Пока размышлял, подошел юнец, получавший затрещины. Да, еще есть вопрос — а куда родители смотрят, ОППН и административная комиссия? Парню лет пятнадцать, не больше, он здесь один, среди странных людей, и его постоянно бьют?
— Все принес. Вино у Тесея взял, обещал возместить. Воды только мало, совсем чуть-чуть разбавил.
Мне протянули какую-то чашу. Отхлебнул и едва не выплюнул все обратно. Это вино? Что за муть? Тут тепловатый уксус, да еще с мякотью, вроде компота. Слышал, что в Древней Греции вино разбавляли, потому что его не процеживали при изготовлении, но сейчас-то зачем до маразма доходить? Что, неужели сложно в холодильник закинуть простую воду, пусть и негазированную?

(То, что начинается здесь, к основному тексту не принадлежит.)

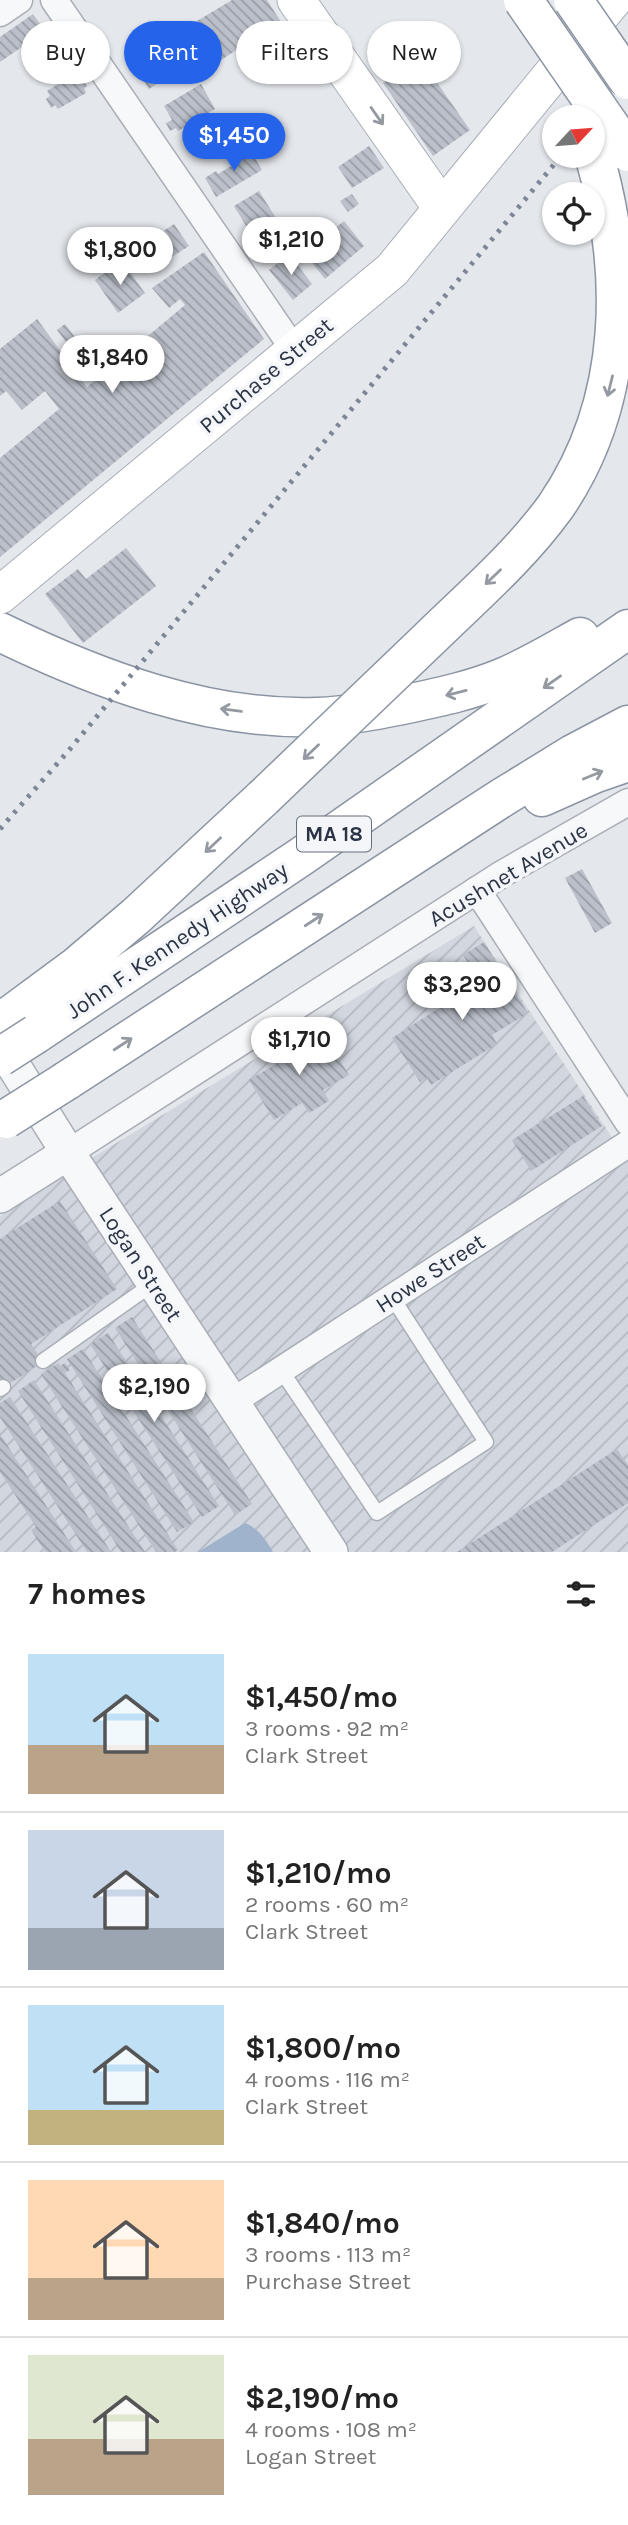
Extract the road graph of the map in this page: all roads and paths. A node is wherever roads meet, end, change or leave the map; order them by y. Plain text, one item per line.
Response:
1 (19, 0) edge
2 (54, 0) edge
3 (296, 0) edge
4 (520, 0) edge
5 (573, 0) edge
6 (613, 0) edge
7 (0, 13) edge
8 (628, 80) edge
9 (573, 105) edge
10 (628, 152) edge
11 (598, 168) edge
12 (442, 208) junction
13 (295, 351) junction
14 (0, 595) edge
15 (628, 611) edge
16 (628, 629) edge
17 (0, 632) edge
18 (628, 724) edge
19 (628, 762) edge
20 (628, 802) edge
21 (398, 865) junction
22 (477, 890) junction
23 (19, 1022) edge
24 (0, 1044) edge
25 (0, 1057) edge
26 (3, 1121) edge
27 (628, 1122) edge
28 (628, 1144) edge
29 (68, 1153) junction
30 (0, 1196) edge
31 (154, 1283) junction
32 (392, 1297) junction
33 (43, 1361) dead end
34 (281, 1370) junction
35 (232, 1402) junction
36 (331, 1552) edge

1 - 7 street
2 - 13 street
3 -> 12 main road
4 - 9 highway
4 - 10 highway, bridge
5 - 8 highway, bridge
6 - 12 main road, Purchase Street
11 -> 23 highway, bridge
12 - 13 main road, Purchase Street
13 - 14 main road, Purchase Street
15 -> 17 highway
16 -> 23 highway, John F. Kennedy Highway / MA 18
18 - 21 highway, MA 18
21 -> 19 highway
20 - 22 street, Acushnet Avenue
26 -> 21 highway, MA 18, bridge
22 - 27 street
22 - 29 street, Acushnet Avenue
23 - 25 highway, John F. Kennedy Highway / MA 18, bridge
24 - 29 street, Logan Street
28 - 32 street, Howe Street
29 - 30 street, Acushnet Avenue
29 - 31 street, Logan Street
31 - 33 lane
31 - 35 street, Logan Street
32 - 34 street, Howe Street
32 - 34 lane
34 - 35 street, Howe Street
35 - 36 street, Logan Street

— Геракл, а можно я уже спать пойду? — зевнул юнец. Как там его —Гилас, что ли? — Тебя два дня не было, ветра тоже не было, вчера целый день гребли. Если засну на весле, опять Ясон станет ругаться.
Ясон? А кораблик, часом, не «Арго» ли зовут? Могли бы и поскромнее название придумать.
— Иди, — отмахнулся Герман-Геракл от парня. Когда тот повернулся, чтобы уйти, бросил ему в спину. — Саймон с тобой на одно весло сядет, расскажешь ему, что к чему. Имей в виду, что моего друга тавры в плену почти год держали, он кое-что позабыть мог. Подскажешь.
Гилас пробурчал что-то нечленораздельное — не то «на фиг мне твой племянник нужен», не то «будет исполнено», отошел в сторонку и лег на палубу. Кажется, парень заснул в ту же минуту, как лег.
— Тебе тоже надо поспать, — тоном старшего любящего родственника сказал мне Геракл. — Завтра познакомишься с аргонавтами, начнешь привыкать.
— Герман, то есть, Геракл, я все-таки не пойму. Когда я успел стать Саймоном, если меня всю жизнь зовут Александром, а в последние пятнадцать лет Александром Петровичем?
— Так ты и есть Саймон, — удивленно сказал Геракл. — Ты был единственным, кто дал мне воды, хлеба и привел в свой дом, не побоявшись гнева самой Геры. А то, что ты в Таврии оказался, судьба такая, с ней не поспоришь. Я тебя целый год искал, знал, что найду. А теперь спи.
— Ага, — жалобно пропищал я.
Здоровяк улегся неподалеку от меня и немедленно захрапел. Я же лежал без сна, думая нелегкую думу. И куда это я попал? Кажется, не корабль реконструкторов, а, судя по двум персонажам, — корабль сумасшедших.